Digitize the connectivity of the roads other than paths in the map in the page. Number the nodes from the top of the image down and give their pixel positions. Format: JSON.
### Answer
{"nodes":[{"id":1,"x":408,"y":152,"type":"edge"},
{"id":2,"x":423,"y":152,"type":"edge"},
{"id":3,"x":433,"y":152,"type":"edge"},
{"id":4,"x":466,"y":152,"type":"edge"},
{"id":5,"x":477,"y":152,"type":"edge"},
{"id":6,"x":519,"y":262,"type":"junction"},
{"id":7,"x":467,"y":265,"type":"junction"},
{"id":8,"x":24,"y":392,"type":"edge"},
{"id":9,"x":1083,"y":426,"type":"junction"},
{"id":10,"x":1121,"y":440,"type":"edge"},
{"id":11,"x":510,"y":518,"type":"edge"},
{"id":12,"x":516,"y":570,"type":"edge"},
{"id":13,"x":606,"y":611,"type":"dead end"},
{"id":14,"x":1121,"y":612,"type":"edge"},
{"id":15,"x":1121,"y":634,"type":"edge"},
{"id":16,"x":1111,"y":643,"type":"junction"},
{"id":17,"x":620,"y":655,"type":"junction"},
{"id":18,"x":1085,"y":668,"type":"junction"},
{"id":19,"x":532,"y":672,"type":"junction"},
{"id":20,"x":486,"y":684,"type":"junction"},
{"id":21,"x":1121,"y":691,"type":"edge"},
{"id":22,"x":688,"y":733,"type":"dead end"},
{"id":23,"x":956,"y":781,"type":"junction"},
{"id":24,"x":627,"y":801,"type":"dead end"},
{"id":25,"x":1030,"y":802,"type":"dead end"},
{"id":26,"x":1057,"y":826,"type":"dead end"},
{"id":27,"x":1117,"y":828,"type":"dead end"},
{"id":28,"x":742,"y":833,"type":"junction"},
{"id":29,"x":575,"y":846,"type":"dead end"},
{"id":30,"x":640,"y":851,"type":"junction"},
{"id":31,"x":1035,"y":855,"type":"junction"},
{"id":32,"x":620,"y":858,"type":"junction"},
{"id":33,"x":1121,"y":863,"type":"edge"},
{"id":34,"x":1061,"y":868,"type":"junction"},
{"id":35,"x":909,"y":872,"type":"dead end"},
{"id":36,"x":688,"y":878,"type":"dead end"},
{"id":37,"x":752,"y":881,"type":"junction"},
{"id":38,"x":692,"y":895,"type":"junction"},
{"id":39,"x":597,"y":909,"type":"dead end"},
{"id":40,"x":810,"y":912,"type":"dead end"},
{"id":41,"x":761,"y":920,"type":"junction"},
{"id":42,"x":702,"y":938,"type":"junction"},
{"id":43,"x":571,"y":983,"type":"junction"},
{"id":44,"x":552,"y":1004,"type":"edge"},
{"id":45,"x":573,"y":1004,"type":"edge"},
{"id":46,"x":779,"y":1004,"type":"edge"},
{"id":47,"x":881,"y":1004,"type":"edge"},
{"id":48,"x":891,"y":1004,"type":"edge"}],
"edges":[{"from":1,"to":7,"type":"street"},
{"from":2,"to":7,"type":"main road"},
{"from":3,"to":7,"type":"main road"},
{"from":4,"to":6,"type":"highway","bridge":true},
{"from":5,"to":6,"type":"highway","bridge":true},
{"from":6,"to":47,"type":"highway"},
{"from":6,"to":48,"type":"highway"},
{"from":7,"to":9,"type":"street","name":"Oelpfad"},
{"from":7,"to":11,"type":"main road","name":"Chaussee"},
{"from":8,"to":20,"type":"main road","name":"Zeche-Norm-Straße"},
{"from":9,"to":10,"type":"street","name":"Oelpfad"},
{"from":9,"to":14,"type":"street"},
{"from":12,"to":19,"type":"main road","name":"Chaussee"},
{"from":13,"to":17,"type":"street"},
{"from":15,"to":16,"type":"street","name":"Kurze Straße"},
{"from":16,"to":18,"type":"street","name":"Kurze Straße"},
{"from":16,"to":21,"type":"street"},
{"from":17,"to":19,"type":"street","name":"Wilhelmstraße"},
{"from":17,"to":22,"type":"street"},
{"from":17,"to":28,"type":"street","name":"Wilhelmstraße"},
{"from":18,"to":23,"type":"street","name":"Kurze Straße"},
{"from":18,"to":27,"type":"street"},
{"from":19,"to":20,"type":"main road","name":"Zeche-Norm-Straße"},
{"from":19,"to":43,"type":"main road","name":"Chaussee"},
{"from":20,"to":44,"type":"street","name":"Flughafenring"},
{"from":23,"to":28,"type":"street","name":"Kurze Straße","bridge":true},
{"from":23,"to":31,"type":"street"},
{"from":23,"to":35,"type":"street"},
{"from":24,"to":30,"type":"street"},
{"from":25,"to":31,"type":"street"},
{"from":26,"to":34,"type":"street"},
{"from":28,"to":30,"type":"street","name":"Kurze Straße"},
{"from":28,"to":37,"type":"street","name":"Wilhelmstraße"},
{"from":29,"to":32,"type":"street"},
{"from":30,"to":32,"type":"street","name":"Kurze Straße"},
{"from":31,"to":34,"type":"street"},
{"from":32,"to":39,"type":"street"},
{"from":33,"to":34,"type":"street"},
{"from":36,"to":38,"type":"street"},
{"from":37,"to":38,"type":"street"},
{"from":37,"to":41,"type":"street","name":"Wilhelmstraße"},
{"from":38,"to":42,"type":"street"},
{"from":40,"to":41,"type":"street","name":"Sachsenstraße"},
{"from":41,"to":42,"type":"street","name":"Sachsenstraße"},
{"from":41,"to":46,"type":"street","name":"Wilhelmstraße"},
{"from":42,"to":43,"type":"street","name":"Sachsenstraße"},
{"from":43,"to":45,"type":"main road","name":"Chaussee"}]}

────────────────────

YOUR GOAL:
Restate the listing in full, word for word.

RESPONSE BELOW:
Digitize the connectivity of the roads other than paths in the map in the page. Number the nodes from the top of the image down and give their pixel positions. Format: JSON.
### Answer
{"nodes":[{"id":1,"x":408,"y":152,"type":"edge"},
{"id":2,"x":423,"y":152,"type":"edge"},
{"id":3,"x":433,"y":152,"type":"edge"},
{"id":4,"x":466,"y":152,"type":"edge"},
{"id":5,"x":477,"y":152,"type":"edge"},
{"id":6,"x":519,"y":262,"type":"junction"},
{"id":7,"x":467,"y":265,"type":"junction"},
{"id":8,"x":24,"y":392,"type":"edge"},
{"id":9,"x":1083,"y":426,"type":"junction"},
{"id":10,"x":1121,"y":440,"type":"edge"},
{"id":11,"x":510,"y":518,"type":"edge"},
{"id":12,"x":516,"y":570,"type":"edge"},
{"id":13,"x":606,"y":611,"type":"dead end"},
{"id":14,"x":1121,"y":612,"type":"edge"},
{"id":15,"x":1121,"y":634,"type":"edge"},
{"id":16,"x":1111,"y":643,"type":"junction"},
{"id":17,"x":620,"y":655,"type":"junction"},
{"id":18,"x":1085,"y":668,"type":"junction"},
{"id":19,"x":532,"y":672,"type":"junction"},
{"id":20,"x":486,"y":684,"type":"junction"},
{"id":21,"x":1121,"y":691,"type":"edge"},
{"id":22,"x":688,"y":733,"type":"dead end"},
{"id":23,"x":956,"y":781,"type":"junction"},
{"id":24,"x":627,"y":801,"type":"dead end"},
{"id":25,"x":1030,"y":802,"type":"dead end"},
{"id":26,"x":1057,"y":826,"type":"dead end"},
{"id":27,"x":1117,"y":828,"type":"dead end"},
{"id":28,"x":742,"y":833,"type":"junction"},
{"id":29,"x":575,"y":846,"type":"dead end"},
{"id":30,"x":640,"y":851,"type":"junction"},
{"id":31,"x":1035,"y":855,"type":"junction"},
{"id":32,"x":620,"y":858,"type":"junction"},
{"id":33,"x":1121,"y":863,"type":"edge"},
{"id":34,"x":1061,"y":868,"type":"junction"},
{"id":35,"x":909,"y":872,"type":"dead end"},
{"id":36,"x":688,"y":878,"type":"dead end"},
{"id":37,"x":752,"y":881,"type":"junction"},
{"id":38,"x":692,"y":895,"type":"junction"},
{"id":39,"x":597,"y":909,"type":"dead end"},
{"id":40,"x":810,"y":912,"type":"dead end"},
{"id":41,"x":761,"y":920,"type":"junction"},
{"id":42,"x":702,"y":938,"type":"junction"},
{"id":43,"x":571,"y":983,"type":"junction"},
{"id":44,"x":552,"y":1004,"type":"edge"},
{"id":45,"x":573,"y":1004,"type":"edge"},
{"id":46,"x":779,"y":1004,"type":"edge"},
{"id":47,"x":881,"y":1004,"type":"edge"},
{"id":48,"x":891,"y":1004,"type":"edge"}],
"edges":[{"from":1,"to":7,"type":"street"},
{"from":2,"to":7,"type":"main road"},
{"from":3,"to":7,"type":"main road"},
{"from":4,"to":6,"type":"highway","bridge":true},
{"from":5,"to":6,"type":"highway","bridge":true},
{"from":6,"to":47,"type":"highway"},
{"from":6,"to":48,"type":"highway"},
{"from":7,"to":9,"type":"street","name":"Oelpfad"},
{"from":7,"to":11,"type":"main road","name":"Chaussee"},
{"from":8,"to":20,"type":"main road","name":"Zeche-Norm-Straße"},
{"from":9,"to":10,"type":"street","name":"Oelpfad"},
{"from":9,"to":14,"type":"street"},
{"from":12,"to":19,"type":"main road","name":"Chaussee"},
{"from":13,"to":17,"type":"street"},
{"from":15,"to":16,"type":"street","name":"Kurze Straße"},
{"from":16,"to":18,"type":"street","name":"Kurze Straße"},
{"from":16,"to":21,"type":"street"},
{"from":17,"to":19,"type":"street","name":"Wilhelmstraße"},
{"from":17,"to":22,"type":"street"},
{"from":17,"to":28,"type":"street","name":"Wilhelmstraße"},
{"from":18,"to":23,"type":"street","name":"Kurze Straße"},
{"from":18,"to":27,"type":"street"},
{"from":19,"to":20,"type":"main road","name":"Zeche-Norm-Straße"},
{"from":19,"to":43,"type":"main road","name":"Chaussee"},
{"from":20,"to":44,"type":"street","name":"Flughafenring"},
{"from":23,"to":28,"type":"street","name":"Kurze Straße","bridge":true},
{"from":23,"to":31,"type":"street"},
{"from":23,"to":35,"type":"street"},
{"from":24,"to":30,"type":"street"},
{"from":25,"to":31,"type":"street"},
{"from":26,"to":34,"type":"street"},
{"from":28,"to":30,"type":"street","name":"Kurze Straße"},
{"from":28,"to":37,"type":"street","name":"Wilhelmstraße"},
{"from":29,"to":32,"type":"street"},
{"from":30,"to":32,"type":"street","name":"Kurze Straße"},
{"from":31,"to":34,"type":"street"},
{"from":32,"to":39,"type":"street"},
{"from":33,"to":34,"type":"street"},
{"from":36,"to":38,"type":"street"},
{"from":37,"to":38,"type":"street"},
{"from":37,"to":41,"type":"street","name":"Wilhelmstraße"},
{"from":38,"to":42,"type":"street"},
{"from":40,"to":41,"type":"street","name":"Sachsenstraße"},
{"from":41,"to":42,"type":"street","name":"Sachsenstraße"},
{"from":41,"to":46,"type":"street","name":"Wilhelmstraße"},
{"from":42,"to":43,"type":"street","name":"Sachsenstraße"},
{"from":43,"to":45,"type":"main road","name":"Chaussee"}]}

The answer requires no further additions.